** Opening Excerpted records block **
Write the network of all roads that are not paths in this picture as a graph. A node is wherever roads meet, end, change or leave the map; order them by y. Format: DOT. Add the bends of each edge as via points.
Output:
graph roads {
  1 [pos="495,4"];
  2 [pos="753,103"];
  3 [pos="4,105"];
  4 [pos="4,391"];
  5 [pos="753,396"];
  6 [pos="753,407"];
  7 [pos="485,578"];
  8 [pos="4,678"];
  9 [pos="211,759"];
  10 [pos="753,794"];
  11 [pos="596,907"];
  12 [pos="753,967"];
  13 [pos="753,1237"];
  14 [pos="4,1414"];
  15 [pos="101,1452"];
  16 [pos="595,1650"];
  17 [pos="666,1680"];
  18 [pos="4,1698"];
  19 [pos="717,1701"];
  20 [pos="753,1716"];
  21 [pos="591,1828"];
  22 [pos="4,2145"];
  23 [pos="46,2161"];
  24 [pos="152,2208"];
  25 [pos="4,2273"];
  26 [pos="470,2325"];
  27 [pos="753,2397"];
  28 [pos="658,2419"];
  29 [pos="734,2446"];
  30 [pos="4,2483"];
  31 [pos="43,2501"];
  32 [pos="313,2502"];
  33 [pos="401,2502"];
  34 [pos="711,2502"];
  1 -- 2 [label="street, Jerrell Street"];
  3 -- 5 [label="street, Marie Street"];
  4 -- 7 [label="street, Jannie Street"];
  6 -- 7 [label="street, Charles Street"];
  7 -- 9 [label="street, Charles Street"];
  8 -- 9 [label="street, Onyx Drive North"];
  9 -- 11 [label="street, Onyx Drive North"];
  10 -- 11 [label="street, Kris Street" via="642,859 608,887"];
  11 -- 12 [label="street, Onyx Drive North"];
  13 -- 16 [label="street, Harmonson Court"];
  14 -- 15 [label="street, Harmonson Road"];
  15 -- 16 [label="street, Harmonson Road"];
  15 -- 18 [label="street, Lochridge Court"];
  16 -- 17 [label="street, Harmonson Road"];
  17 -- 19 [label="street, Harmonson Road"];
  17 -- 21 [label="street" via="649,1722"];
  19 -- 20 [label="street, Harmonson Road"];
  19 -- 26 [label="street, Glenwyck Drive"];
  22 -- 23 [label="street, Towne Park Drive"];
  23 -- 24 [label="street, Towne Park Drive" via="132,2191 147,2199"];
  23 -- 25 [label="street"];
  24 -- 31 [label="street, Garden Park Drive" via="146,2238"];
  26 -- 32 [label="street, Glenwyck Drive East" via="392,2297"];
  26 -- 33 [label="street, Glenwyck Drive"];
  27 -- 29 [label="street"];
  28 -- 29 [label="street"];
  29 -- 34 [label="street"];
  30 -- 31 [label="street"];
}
** Closing Excerpted records block **
# Requirement
Lines in the material above that include the string "Charles" should be listed.

# Response to the task
  6 -- 7 [label="street, Charles Street"];
  7 -- 9 [label="street, Charles Street"];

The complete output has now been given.